"If it were not for your smoking-room, or drawing-room, or whatever you may be pleased to call it, your house would be obviously Philistine," said Lady Emily; "but that is a really fine room, and there are some pretty things in it."

"Some pretty things? Yes, there are a few," answered Allan, laughing at her tone of patronage. "I was offered five hundred pounds for that piece of tapestry which hangs in front of the conservatory doors by a man who thinks himself a judge of such things. The room is full of treasures from the Summer Palace."

"My brother must have looted in a most audacious manner!"

"No, he bought the things afterwards—mostly from the French sailors, who were licensed to steal or destroy. I believe the bronzes, and porcelain, and ivories, and embroideries that the admiral bought for a few hundreds are worth as many thousands. But there they are, and I must be very hard up before I disturb them."

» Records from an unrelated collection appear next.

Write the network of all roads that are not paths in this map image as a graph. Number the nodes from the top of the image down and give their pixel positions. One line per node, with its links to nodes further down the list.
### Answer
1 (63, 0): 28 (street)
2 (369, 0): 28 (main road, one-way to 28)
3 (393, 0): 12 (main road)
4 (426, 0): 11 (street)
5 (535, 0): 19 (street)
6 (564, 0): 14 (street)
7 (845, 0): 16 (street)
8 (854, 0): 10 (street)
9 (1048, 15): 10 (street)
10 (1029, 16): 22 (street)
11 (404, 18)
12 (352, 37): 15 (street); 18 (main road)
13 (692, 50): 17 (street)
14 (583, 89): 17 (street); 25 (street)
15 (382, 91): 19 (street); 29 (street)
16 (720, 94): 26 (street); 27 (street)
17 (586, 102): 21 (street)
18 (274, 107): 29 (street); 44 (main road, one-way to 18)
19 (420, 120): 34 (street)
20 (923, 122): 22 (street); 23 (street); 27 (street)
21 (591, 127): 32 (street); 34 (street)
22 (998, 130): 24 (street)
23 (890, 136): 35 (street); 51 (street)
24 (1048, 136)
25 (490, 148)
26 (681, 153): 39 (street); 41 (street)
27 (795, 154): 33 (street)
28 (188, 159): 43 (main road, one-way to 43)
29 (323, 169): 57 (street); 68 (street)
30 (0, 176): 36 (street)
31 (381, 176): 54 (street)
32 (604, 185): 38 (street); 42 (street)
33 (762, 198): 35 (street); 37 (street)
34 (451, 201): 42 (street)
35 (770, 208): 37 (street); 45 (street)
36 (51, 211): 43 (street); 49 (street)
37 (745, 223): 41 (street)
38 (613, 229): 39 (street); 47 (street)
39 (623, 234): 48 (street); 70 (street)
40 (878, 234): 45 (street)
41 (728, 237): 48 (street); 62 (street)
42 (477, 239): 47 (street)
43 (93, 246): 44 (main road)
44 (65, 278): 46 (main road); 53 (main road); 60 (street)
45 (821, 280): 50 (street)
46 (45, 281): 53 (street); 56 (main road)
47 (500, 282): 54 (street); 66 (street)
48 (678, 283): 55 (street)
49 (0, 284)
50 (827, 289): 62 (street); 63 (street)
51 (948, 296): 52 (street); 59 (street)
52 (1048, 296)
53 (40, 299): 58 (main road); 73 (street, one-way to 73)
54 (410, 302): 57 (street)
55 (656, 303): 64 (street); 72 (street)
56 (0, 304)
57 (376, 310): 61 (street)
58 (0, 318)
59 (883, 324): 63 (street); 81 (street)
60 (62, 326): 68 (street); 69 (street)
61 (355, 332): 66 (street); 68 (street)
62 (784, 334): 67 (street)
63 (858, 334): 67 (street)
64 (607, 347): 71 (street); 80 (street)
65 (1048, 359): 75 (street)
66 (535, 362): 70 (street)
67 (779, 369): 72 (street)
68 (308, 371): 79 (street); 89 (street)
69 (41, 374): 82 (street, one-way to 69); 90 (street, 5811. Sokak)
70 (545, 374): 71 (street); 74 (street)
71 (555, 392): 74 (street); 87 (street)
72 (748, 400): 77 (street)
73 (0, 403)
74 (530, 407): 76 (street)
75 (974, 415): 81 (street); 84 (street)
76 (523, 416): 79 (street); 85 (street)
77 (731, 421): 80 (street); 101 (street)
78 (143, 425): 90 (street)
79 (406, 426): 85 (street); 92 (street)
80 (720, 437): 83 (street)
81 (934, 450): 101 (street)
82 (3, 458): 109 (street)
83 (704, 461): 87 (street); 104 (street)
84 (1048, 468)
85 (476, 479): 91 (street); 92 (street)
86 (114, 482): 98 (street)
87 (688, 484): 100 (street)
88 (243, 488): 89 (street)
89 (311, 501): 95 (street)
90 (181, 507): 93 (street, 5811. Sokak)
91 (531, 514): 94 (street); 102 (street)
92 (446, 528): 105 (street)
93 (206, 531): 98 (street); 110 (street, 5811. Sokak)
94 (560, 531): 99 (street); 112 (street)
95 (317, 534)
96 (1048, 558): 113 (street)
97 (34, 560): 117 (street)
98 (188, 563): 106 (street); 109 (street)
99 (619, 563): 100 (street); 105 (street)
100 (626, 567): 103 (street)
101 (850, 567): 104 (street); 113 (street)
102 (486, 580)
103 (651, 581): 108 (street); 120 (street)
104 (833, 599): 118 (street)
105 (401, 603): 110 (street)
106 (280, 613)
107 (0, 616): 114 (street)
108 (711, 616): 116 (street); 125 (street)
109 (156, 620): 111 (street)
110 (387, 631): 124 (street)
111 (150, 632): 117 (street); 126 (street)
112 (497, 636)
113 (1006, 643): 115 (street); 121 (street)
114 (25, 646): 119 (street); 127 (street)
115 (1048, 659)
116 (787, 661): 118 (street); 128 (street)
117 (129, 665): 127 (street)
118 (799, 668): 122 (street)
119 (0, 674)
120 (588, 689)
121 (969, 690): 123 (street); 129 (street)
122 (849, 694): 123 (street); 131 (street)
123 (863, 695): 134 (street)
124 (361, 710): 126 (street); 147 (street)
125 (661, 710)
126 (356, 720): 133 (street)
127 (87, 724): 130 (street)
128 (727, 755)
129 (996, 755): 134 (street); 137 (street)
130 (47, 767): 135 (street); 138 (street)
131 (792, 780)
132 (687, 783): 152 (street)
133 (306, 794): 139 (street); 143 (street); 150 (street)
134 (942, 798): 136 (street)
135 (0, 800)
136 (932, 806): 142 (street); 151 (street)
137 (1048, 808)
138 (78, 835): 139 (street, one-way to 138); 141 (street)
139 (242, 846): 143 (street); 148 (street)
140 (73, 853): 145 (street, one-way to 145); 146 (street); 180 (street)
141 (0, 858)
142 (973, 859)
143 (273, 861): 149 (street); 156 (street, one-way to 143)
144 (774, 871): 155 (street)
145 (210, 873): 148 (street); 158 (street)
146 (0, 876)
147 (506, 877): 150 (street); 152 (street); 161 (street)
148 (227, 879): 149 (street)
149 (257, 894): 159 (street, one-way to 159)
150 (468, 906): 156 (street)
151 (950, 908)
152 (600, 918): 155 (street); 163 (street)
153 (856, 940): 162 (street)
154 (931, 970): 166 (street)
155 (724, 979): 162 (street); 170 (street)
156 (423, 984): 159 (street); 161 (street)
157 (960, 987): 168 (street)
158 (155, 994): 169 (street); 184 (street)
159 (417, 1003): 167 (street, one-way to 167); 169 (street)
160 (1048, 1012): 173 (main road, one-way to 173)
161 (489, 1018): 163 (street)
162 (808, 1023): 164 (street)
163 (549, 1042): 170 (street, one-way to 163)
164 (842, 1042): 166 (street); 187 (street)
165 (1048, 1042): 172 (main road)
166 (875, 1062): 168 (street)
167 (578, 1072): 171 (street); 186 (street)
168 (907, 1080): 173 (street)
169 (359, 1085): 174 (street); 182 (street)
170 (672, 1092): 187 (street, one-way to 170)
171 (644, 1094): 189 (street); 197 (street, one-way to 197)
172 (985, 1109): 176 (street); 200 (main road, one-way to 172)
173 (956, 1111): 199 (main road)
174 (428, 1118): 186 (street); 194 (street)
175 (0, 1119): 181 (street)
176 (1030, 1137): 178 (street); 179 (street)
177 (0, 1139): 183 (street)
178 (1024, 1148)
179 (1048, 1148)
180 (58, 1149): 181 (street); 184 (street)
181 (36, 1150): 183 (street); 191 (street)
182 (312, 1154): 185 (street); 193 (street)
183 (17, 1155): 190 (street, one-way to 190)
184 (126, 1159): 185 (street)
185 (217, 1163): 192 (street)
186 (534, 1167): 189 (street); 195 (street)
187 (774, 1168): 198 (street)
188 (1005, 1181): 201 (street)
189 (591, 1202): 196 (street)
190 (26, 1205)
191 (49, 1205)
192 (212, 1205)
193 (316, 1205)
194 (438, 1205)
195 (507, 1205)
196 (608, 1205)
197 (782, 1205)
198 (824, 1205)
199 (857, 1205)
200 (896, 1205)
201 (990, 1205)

Allan called upon Mrs. Mornington the day after his mother's departure, and was lucky enough to find that lady at home and alone.

She was sitting in her verandah, sewing, with a large basket of plain work on the ground beside her, and her scissors and other implements on a wicker-table in front of her. She had a trellis covered with climbing roses for a background, and a sunny lawn, a sunk fence, and a paddock dotted with Jersey cows for her outlook.

"I'm at work for the Guild," she said, apologetically, after shaking hands with Allan, and she went on herring-boning a flannel waistcoat; a waistcoat of that stout flannel which is supposed to have a kind of affinity with the skin of the agricultural labourer, although it can be worn comfortably by no other class.

Allan knew nothing about the Guild, but was accustomed to see Mrs. Mornington's superfluous energy expending itself in some kind of needlework. He seated himself in the comfortable armchair to which she invited him, and prepared himself for a long talk.

Of course he could not begin at once upon the subject of Mrs. Wornock. That would have to be introduced casually. He talked about his mother, and her regret at not having been able to stay till the following week, when Mrs. Mornington was to give a small dance, to which Lady Emily and her son had been invited.